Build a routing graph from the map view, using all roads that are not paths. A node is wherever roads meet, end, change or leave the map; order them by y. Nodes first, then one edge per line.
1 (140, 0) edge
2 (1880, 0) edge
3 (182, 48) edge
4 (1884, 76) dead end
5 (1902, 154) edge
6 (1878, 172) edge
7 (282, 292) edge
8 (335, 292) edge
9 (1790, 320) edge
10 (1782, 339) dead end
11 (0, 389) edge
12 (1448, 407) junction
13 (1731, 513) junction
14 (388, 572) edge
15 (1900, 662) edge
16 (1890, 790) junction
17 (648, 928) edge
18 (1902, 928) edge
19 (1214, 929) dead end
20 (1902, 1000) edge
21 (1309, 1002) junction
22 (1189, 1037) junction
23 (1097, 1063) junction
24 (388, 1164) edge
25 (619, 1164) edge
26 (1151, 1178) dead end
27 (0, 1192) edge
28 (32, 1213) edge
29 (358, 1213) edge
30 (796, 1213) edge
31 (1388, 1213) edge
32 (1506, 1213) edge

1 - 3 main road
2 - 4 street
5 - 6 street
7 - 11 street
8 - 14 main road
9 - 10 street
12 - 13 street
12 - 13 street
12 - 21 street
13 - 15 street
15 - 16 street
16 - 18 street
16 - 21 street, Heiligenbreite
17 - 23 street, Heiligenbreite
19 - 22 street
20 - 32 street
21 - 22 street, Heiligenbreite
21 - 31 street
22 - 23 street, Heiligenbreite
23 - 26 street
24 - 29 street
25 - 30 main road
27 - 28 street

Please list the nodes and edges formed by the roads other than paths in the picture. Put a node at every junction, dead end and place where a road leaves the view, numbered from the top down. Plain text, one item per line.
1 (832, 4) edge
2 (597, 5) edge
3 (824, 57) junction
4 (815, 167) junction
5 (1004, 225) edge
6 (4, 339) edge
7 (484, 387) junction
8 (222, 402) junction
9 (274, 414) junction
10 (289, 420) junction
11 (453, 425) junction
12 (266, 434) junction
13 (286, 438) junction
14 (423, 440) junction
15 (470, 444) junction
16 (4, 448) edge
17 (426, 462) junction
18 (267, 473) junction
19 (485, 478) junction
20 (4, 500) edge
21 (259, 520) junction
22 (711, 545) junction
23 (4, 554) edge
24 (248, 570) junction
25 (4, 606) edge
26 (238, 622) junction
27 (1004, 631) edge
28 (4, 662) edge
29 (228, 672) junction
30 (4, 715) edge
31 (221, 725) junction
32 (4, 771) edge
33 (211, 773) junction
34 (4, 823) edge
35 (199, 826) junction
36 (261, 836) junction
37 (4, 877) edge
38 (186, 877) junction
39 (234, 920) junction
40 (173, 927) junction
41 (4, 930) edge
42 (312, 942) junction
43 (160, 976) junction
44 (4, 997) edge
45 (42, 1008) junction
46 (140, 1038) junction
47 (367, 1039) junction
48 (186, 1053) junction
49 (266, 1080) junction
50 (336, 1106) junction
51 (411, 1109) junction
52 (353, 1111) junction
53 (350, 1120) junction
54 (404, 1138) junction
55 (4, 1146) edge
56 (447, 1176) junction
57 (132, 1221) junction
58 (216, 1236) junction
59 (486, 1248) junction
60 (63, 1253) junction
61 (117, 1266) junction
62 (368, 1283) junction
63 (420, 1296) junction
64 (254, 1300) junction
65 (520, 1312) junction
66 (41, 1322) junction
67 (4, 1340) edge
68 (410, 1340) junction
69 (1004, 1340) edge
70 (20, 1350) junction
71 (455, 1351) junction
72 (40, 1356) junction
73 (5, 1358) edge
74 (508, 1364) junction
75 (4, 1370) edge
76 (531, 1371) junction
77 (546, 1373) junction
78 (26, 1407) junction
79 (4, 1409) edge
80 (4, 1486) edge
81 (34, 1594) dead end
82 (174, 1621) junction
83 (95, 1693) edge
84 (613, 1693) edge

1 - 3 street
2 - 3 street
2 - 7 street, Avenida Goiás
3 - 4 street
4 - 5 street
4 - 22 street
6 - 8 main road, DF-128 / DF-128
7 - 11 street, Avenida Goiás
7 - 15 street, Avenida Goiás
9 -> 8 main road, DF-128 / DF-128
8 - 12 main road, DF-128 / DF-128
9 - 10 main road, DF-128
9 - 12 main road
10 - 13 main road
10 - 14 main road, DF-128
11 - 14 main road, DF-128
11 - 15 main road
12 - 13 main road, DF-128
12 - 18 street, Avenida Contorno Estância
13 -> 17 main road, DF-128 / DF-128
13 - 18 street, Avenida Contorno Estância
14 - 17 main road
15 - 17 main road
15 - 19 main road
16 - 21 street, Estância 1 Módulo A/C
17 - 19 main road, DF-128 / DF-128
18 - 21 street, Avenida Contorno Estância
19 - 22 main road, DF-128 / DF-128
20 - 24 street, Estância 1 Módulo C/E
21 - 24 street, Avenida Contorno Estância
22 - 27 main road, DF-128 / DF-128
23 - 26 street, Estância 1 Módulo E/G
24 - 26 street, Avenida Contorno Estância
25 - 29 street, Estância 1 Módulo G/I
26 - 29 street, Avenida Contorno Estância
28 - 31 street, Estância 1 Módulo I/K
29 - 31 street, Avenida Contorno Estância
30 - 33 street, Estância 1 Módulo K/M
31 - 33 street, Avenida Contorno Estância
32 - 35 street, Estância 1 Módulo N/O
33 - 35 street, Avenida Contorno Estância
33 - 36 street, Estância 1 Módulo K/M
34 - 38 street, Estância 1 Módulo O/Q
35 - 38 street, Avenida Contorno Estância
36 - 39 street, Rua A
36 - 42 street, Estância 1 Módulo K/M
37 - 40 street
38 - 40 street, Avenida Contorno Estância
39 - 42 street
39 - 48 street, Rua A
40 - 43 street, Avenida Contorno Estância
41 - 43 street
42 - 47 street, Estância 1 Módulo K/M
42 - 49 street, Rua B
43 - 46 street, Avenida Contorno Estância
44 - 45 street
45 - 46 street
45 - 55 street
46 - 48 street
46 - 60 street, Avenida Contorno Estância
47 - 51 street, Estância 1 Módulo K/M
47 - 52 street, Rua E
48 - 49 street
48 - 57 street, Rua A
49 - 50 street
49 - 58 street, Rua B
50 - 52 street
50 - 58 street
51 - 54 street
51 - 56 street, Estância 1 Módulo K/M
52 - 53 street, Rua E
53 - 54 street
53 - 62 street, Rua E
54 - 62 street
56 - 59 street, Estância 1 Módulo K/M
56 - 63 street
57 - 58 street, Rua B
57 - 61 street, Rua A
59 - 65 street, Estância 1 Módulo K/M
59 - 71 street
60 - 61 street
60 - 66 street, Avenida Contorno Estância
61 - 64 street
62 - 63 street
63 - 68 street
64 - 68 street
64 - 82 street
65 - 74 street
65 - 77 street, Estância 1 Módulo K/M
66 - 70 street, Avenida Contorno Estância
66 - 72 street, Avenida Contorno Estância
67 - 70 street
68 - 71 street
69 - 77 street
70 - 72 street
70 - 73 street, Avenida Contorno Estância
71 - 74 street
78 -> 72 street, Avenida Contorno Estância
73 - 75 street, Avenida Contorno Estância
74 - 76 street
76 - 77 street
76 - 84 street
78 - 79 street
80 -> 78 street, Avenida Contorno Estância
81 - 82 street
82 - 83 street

== ASSIGNED TASK ==
Report all lines in the listing above that contain the word "node".

== RESPONSE ==
Build a routing graph from the map view, using all roads that are not paths. A node is wherever roads meet, end, change or leave the map; order them by y. Nodes first, then one edge per line.
Please list the nodes and edges formed by the roads other than paths in the picture. Put a node at every junction, dead end and place where a road leaves the view, numbered from the top down. Plain text, one item per line.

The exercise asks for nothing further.